Hoskins II Foreign National Liability

The US Court of Appeals for the Second Circuit has recently resolved the nearly decade-long prosecution of Lawrence Hoskins, a foreign national, for bribing Indonesian officials in violation of the FCPA. The long-awaited resolution of the United States v. Hoskins prosecution addresses who may be considered an “agent” of a “domestic concern” under the FCPA in the Second Circuit and may portend the Department of Justice’s (DOJ) increased use of other statutes to pursue and prosecute foreign nationals who are not within the FCPA’s reach.

1. Recap of Hoskins I and Hoskins II

a. Hoskins I

In 2013, DOJ charged Lawrence Hoskins, a former senior vice president employed by the UK subsidiary of Alstom Holdings S.A. (Alstom), a French holding company, with substantive FCPA and money laundering violations, as well as related conspiracies. The government contended that Alstom’s US based subsidiary, Alstom Power, Inc. (API) acting through Hoskins and others, retained consultants to bribe officials in Indonesia, including a member of the Indonesian Parliament and high-ranking members of Perusahaan Listrik Negara, a state-owned electricity company, in connection with Alstom’s efforts to win the “Tarahan Project” in 2003. The project involved a $118 million contract awarded to Alstom and a consortium partner to provide power-related services for the citizens of Indonesia from facilities in Tarahan.
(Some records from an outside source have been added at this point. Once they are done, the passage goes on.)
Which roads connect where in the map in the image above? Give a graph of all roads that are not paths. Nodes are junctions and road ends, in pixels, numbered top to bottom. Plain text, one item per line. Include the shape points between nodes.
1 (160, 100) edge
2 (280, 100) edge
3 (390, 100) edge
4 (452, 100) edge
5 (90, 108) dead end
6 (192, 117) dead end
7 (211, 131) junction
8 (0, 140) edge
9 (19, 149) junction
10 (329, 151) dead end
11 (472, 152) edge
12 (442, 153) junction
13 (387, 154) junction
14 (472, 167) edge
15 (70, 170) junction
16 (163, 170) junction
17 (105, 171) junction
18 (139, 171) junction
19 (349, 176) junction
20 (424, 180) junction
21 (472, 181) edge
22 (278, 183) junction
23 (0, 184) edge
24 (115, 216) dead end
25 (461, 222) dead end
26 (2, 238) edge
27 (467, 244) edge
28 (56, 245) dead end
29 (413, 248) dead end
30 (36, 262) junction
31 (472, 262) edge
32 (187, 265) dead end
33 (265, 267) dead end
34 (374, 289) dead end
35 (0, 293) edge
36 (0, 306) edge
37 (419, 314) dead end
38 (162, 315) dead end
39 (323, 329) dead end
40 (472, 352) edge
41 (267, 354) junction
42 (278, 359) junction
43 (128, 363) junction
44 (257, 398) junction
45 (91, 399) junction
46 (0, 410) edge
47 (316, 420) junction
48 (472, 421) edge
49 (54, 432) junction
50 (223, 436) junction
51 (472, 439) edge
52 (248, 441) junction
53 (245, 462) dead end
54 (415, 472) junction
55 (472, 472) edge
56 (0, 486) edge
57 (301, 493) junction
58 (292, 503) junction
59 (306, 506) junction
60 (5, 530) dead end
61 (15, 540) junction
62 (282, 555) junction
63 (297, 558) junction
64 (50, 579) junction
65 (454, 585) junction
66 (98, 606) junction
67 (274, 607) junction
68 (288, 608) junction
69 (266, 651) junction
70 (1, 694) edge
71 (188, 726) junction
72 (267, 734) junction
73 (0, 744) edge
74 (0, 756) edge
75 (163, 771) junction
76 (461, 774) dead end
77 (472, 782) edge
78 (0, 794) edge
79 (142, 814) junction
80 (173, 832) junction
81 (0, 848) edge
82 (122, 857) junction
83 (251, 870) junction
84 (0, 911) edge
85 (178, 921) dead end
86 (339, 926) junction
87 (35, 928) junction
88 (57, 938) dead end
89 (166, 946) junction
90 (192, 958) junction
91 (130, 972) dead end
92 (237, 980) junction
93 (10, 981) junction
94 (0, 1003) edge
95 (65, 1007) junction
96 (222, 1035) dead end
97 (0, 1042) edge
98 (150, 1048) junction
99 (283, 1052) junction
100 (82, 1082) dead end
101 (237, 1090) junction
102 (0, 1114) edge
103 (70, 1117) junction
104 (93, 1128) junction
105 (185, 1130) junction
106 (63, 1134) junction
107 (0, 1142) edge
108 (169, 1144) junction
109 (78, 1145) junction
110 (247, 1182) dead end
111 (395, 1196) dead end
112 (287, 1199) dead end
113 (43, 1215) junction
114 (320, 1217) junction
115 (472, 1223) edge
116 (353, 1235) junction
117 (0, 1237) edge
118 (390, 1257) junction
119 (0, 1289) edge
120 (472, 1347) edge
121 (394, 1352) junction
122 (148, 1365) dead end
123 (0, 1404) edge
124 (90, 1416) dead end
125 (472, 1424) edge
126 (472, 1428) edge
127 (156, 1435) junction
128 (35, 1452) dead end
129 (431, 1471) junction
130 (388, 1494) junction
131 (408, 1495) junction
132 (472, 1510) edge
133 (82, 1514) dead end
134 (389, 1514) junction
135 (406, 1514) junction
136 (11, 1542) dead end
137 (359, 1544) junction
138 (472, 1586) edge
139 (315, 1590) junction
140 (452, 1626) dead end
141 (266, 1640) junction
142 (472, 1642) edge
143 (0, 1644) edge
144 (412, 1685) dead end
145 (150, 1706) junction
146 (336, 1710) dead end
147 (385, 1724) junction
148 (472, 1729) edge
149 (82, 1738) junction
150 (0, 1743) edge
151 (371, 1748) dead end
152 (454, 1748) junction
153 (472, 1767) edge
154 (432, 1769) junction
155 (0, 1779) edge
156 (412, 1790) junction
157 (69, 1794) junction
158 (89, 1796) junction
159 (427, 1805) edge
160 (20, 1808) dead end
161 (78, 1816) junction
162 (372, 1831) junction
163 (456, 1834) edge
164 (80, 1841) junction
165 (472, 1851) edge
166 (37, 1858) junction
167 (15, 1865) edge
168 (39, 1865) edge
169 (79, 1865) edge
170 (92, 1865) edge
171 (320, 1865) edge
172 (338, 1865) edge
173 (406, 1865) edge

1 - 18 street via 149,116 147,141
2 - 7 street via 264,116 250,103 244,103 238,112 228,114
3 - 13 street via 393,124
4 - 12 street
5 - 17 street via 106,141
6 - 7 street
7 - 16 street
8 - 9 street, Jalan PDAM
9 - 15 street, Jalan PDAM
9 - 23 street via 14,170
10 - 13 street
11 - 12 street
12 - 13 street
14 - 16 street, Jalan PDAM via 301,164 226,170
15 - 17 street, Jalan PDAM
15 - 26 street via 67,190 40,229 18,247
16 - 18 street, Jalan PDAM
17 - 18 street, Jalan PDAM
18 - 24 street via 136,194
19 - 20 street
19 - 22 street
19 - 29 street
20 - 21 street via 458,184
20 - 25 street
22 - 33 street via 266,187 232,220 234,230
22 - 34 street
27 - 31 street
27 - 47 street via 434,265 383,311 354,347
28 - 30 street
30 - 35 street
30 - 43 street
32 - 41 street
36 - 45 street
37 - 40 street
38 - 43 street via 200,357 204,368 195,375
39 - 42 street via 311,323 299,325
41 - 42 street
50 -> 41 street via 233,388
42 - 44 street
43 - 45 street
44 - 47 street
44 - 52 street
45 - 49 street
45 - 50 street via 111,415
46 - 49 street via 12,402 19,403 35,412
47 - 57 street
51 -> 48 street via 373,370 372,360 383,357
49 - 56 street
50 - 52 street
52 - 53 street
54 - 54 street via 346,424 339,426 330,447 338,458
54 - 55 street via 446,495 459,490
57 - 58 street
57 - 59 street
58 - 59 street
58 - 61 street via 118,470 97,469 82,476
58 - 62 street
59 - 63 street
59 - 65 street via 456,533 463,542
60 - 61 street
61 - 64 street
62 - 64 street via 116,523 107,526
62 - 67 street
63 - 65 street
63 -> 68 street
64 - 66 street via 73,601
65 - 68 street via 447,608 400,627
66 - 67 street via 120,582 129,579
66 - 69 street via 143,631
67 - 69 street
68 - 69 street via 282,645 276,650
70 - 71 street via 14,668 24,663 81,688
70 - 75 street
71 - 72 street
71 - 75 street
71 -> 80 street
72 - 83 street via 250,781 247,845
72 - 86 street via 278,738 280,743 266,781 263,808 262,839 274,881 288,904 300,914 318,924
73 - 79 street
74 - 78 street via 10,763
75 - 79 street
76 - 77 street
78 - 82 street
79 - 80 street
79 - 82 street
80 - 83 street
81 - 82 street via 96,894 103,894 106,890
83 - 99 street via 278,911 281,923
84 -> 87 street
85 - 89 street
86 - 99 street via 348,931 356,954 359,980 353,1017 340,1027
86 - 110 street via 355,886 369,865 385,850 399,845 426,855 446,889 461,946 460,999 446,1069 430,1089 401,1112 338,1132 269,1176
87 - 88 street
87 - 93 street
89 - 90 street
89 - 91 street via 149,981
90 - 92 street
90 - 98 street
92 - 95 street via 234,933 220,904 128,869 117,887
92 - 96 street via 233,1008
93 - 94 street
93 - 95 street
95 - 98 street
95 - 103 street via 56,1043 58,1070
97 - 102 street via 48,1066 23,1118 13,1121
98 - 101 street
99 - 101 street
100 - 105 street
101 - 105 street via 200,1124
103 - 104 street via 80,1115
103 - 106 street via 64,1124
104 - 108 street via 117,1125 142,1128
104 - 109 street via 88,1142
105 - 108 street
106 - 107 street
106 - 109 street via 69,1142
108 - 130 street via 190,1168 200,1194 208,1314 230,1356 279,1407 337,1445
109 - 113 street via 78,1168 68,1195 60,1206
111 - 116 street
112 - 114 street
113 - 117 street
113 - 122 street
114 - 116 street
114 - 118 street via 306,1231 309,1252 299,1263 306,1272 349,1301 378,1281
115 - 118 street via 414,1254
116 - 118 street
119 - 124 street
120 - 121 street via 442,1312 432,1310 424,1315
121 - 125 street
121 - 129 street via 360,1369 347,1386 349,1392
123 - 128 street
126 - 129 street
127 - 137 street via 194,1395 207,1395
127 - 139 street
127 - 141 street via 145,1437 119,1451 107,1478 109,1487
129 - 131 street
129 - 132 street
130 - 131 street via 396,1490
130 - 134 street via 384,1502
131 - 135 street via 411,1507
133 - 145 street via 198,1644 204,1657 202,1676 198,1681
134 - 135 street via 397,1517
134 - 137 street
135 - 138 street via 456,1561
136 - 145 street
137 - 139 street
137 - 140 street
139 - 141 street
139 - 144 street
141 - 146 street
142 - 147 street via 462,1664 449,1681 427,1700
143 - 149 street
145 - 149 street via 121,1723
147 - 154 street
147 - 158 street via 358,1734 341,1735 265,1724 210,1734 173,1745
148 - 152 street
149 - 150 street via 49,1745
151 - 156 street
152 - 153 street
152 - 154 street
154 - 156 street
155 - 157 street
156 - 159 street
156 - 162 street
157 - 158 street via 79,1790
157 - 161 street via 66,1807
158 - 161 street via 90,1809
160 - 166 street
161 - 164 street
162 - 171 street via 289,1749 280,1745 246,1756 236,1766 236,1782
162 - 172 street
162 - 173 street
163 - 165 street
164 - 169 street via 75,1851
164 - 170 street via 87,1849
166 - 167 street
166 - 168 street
The government alleged multiple theories of jurisdiction over Hoskins, who was not a US citizen and whose actions did not take place within the US. Among those theories, the government argued that even if Hoskins was not an agent of API such that he fell within the enumerated categories of the FCPA, Hoskins was liable as a co-conspirator or accomplice to API’s substantive FCPA violation.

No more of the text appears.